Some secondhand stories of miracles:
Another friend who became a priest, John K., had a brother who was deaf who died at a young age. One night soon after, John had a dream that he was sitting a church with his sister and his now-deceased brother came in. The brother spoke to them about heaven and how he could hear now and how wonderful it all was and that they shouldn’t grieve. Not so unusual, right? Except the next day, as he was telling the story to his sister, she told him that she’d had the same dream: the church, their brother, John, the same conversation.
My brother and his wife were in Medjugorje, Croatia, just after Easter several years ago (before the war et al). All kinds of people—pilgrims, residents, and so on, told them that that between Good Friday and Easter Sunday morning the 100-ton, 30-foot concrete cross on the top of a nearby mountain disappeared. Poof. You could walk around on the spot. On Sunday, it was back.

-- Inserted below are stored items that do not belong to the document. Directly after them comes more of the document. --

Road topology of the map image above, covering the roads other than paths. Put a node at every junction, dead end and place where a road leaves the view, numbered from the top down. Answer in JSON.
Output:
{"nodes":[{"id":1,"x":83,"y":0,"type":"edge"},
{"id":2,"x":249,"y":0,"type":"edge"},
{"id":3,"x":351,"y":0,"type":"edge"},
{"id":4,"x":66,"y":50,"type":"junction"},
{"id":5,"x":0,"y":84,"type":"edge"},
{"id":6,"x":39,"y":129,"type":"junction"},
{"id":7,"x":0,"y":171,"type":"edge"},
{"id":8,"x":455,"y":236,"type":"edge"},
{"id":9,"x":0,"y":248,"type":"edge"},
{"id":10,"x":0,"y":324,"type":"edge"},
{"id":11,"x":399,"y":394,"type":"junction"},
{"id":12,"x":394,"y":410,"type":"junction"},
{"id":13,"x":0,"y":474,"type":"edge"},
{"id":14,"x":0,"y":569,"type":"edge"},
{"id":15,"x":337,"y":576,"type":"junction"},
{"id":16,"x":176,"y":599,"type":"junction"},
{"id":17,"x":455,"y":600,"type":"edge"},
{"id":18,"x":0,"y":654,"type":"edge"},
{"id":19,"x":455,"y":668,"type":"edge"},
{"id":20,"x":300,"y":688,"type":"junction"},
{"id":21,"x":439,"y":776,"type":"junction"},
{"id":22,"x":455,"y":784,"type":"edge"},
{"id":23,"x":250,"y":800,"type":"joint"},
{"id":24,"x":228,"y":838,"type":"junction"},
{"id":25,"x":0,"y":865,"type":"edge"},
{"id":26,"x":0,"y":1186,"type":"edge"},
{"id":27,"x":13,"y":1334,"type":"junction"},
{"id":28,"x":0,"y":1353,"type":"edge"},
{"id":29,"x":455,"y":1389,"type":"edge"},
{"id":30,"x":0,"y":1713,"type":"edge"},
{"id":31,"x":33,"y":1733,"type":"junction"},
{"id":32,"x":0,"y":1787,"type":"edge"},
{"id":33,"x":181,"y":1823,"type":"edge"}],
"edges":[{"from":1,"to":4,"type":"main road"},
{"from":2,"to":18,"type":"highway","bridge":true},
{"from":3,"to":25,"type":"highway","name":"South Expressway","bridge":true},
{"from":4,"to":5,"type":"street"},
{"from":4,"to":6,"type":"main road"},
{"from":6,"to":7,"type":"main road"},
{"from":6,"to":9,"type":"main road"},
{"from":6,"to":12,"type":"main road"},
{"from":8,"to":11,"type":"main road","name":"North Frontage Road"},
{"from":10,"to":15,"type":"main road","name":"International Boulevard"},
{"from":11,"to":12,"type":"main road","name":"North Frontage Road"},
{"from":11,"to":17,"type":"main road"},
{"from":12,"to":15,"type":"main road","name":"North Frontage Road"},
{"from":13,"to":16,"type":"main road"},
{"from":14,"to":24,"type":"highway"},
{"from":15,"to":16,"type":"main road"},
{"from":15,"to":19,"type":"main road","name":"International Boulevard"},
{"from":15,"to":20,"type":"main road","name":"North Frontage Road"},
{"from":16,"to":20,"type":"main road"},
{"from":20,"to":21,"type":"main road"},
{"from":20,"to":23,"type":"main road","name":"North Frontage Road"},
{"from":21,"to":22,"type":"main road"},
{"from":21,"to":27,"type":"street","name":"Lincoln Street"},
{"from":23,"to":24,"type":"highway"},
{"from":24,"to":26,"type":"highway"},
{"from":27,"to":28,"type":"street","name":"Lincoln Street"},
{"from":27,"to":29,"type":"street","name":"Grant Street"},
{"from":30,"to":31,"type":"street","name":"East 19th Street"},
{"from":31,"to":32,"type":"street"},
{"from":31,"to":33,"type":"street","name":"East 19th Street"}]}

- My sister-in-law Kathy was dying of cancer ten years ago. It was near the end of her time and she was mainly incoherent most of the time from the pain, the drugs, and the cancer. But when the priest would walk into the room, carrying the Eucharist to her, she would become fully awake and would greet him brightly and normally.
There are many more, longer stories. If you believe in Christ, you should expect miracles; the lack of them should be the unusual circumstance. “If you have faith the size of a mustard seed, you will say to this mountain, ‘Move from here to there,’ and it will move. Nothing will be impossible for you.” (Matt 17:20).